Based on documentation review and interview, the manager failed to ensure that a disaster drill for employees was conducted on each shift at least once every three months and documented. The deficient practice posed a risk if employees were unable to implement a disaster plan. Findings include: 1) A review of the facility's personnel schedule revealed there were two shifts. 2) A review of the facility's disaster drills revealed documentation of a disaster drill conducted during the day shift on November 1, 2024. However, no additional documentation of disaster drills was available for review. 3) In an interview, E1 acknowledged disaster drills were not conducted on each shift once every three months.
Jun 13, 2023Routine
The following deficiencies were found during the on-site abbreviated follow-up inspection conducted on June 13, 2023:
Based on record review and interview, the manager failed to ensure a caregiver or an assistant caregiver documented the services provided in the resident's medical records, for five of five residents sampled. The deficient practice posed a risk as services could not be verified as provided against a service plan, and the Department was unable to determine substantial compliance during the inspection. Findings include: 1. A review of R1's medical record revealed a service plan (dated in April 2023) for personal care services.
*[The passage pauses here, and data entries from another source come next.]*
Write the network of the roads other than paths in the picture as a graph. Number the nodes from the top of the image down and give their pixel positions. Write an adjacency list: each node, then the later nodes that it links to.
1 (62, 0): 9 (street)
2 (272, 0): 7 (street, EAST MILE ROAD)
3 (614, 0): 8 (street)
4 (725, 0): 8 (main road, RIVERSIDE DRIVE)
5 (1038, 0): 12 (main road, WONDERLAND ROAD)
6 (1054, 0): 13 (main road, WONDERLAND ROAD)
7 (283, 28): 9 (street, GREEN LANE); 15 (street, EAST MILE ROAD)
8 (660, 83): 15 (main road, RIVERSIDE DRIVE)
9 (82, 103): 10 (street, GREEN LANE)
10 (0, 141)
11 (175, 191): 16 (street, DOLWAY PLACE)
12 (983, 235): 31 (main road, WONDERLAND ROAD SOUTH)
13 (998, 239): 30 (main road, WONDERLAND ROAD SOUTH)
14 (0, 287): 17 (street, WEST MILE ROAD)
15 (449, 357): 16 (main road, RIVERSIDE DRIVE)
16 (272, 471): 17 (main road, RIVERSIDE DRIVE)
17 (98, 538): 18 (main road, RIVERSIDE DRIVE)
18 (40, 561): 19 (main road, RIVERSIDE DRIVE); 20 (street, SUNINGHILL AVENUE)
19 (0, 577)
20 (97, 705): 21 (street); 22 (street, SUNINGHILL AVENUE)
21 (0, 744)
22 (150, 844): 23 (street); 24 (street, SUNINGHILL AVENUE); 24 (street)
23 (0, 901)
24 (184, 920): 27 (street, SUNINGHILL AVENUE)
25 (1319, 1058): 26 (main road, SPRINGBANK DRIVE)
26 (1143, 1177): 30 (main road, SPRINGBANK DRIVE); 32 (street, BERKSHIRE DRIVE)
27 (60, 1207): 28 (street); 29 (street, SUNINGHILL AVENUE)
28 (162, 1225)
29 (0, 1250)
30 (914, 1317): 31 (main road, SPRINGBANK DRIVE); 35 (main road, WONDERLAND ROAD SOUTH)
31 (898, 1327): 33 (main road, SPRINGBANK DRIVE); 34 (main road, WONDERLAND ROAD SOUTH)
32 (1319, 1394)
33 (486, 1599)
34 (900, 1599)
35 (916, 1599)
The service plan stated the following services were to be provided to R1: -Bathing; -Dressing; -Grooming; -Hygiene; -Skin Care; -Toileting; and -Ambulation. 2. A review of R1's medical record revealed an activities of daily living document for June 1-30, 2023. However, the following services were not documented as provided from June 10-13, 2023 -Bathing; -Dressing; -Grooming; -Hygiene; -Skin Care; -Toileting; and -Ambulation. 3. A review of R2's medical record revealed a service plan (dated in April 2023) for directed care services. The service plan stated the following services were to be provided to R2: -Bathing; -Dressing; -Grooming; -Hygiene; -Skin Care; -Toileting; and -Mobility. 4. A review of R2's medical record revealed an activities of daily living document for June 1-30, 2023. However, the following services were not documented as provided on June 10-13, 2023: -Bathing; -Dressing; -Grooming; -Hygiene; -Skin Care; -Toileting; and -Mobility. 5. In a interview, E1 acknowledged services provided were not being documented in R1's and R2's medical records.
Based on record review and interview, the manager failed to ensure a resident's medical record contained a medication order from a medical practitioner, for two of two residents sampled. The deficient practice posed a risk if a resident experienced a change in condition due to improper medication administration, and the Department was unable to determine substantial compliance during the inspection. Findings include: 1. A review of R1's medication administration record (MAR) dated June 2023 revealed R1 received medication administration for the following medication: -Seroquel (Quetiapine) 50mg. However, a medication order for Seroquel (Quetiapine) 50mg was not available for review. 2. A review of R2's MAR dated June 2023 revealed R2 received medication administration for the following medication: -Loratidine 10mg. However, a medication order for Loratidine 10mg was not available for review. 3. In an interview, E1 acknowledged medication orders for medications administered to R1 and R2 were not in the medical records.